As good as video games are for passing the time during the coronavirus pandemic, I don’t think we can really say that game retailers like GameStop, Game, Cex and others count as “essential” businesses.
GameStop had insisted that it provides essential services in mid-March, stating that it sells “products and devices that are important to facilitate remote work, distance learning, and virtual connectivity.” After receiving criticism, they relented and shifted to online only operations alongside offering “contactless” curb-side pickups.

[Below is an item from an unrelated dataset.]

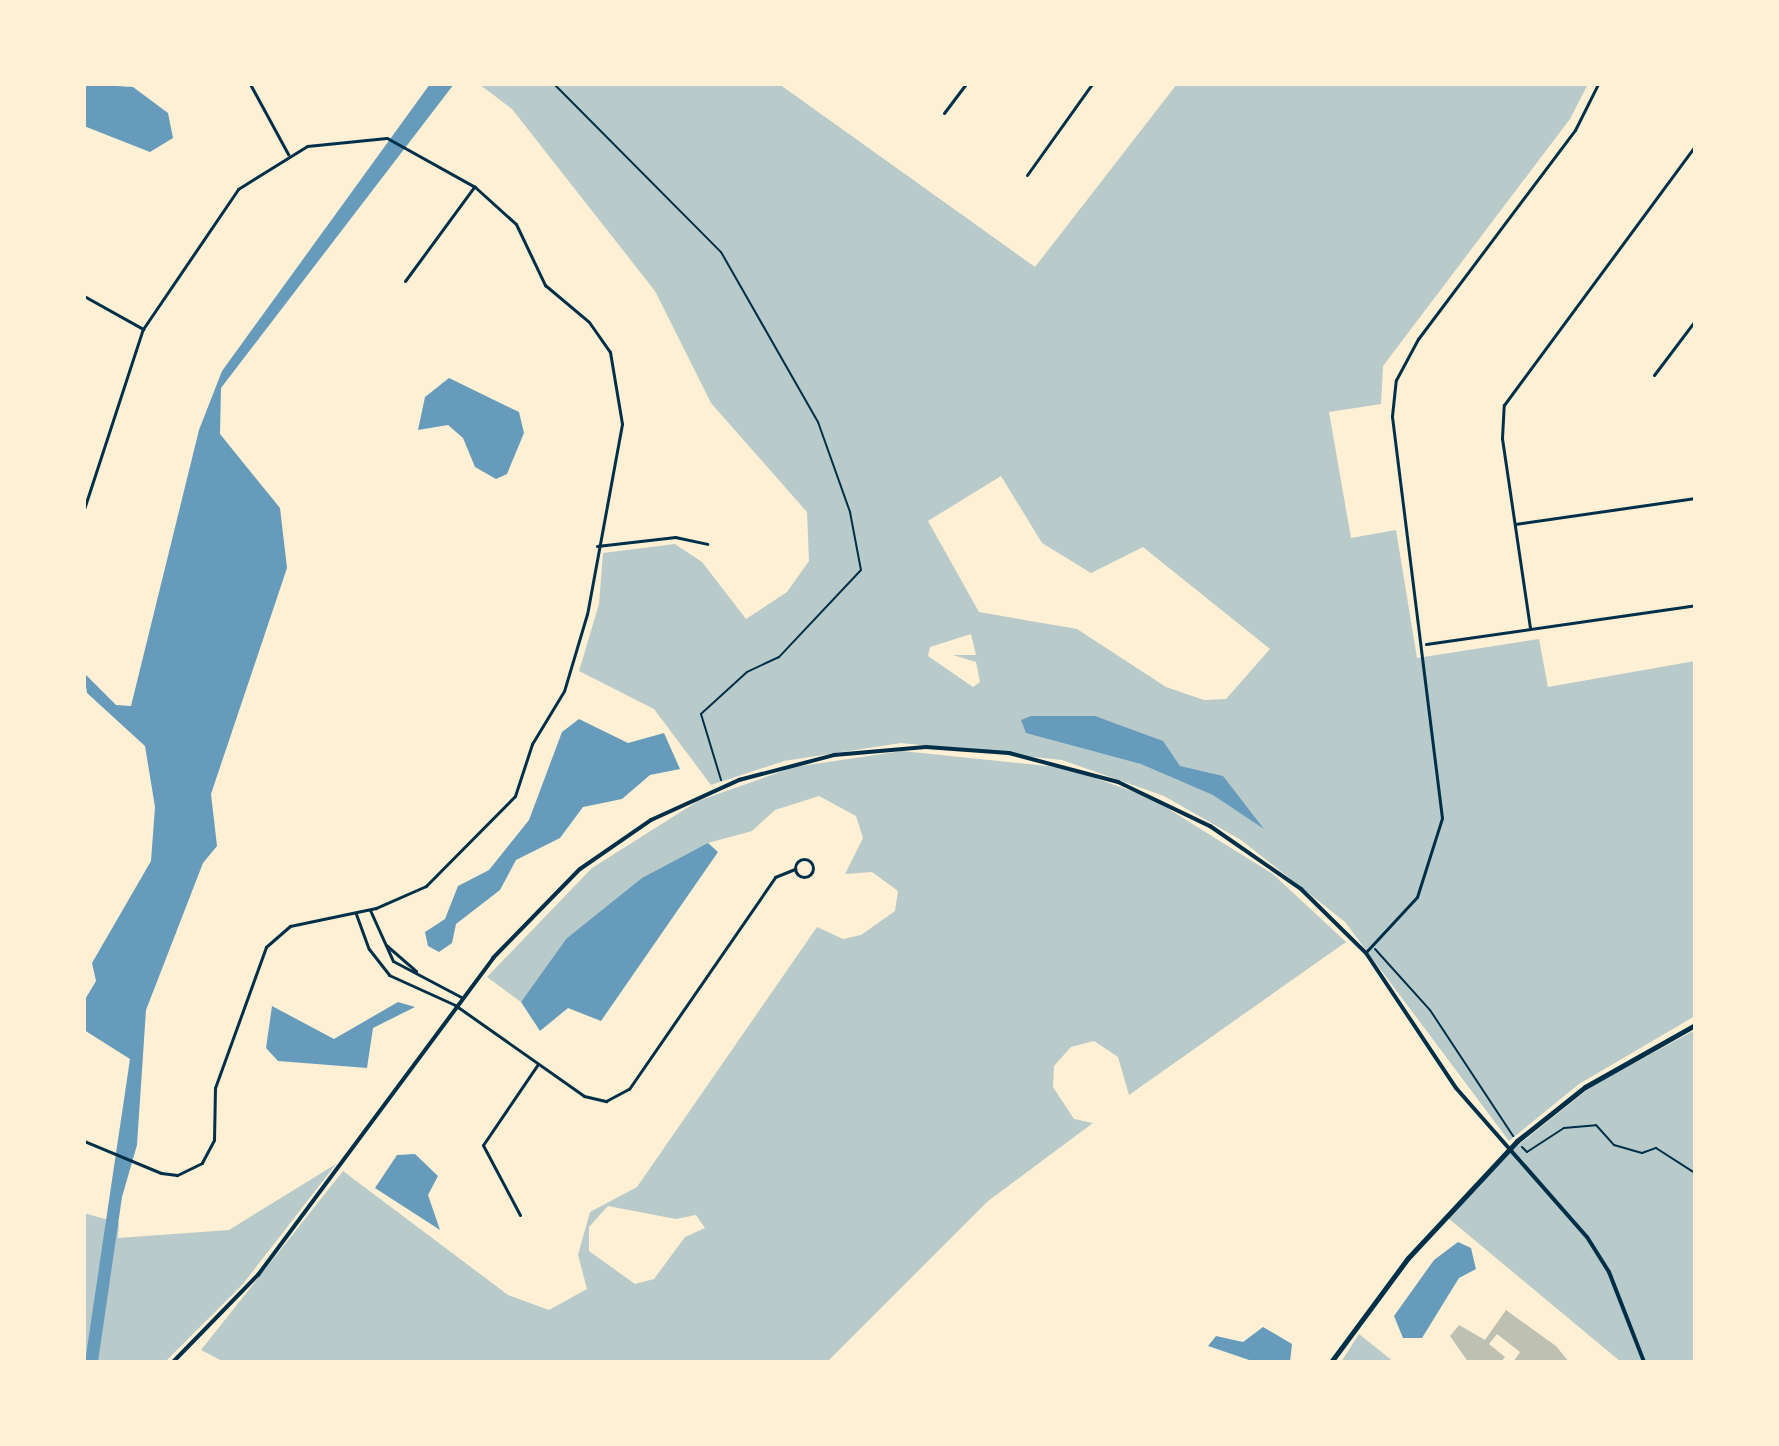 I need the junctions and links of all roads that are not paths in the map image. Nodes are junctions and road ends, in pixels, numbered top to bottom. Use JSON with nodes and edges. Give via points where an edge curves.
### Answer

However, the company has received further criticism for not implementing policies or providing the necessary safety equipment to its employees. According to a memo reported on by The Globe, staff were told to wear gloves or “lightly (you want to be able to get it off easily) tape a GameStop plastic bag over your hand and arm. Do not open the door all the way — keep the glass between you and the guest’s face — just reach out your arm.”
Sure, that’ll do it…
The retailer was already struggling to keep its head above water even before the coronavirus pandemic spread throughout the US. While they have 5,500 stores across the country and posted a net income of $21 million last financial year, the shift to digital game purchases are having an increasing impact on their operations. They closed 321 stores through the last financial year and expect to close another 320 over the next 12 months, though this could obviously rise as they suffer from reduced sales through the lockdown.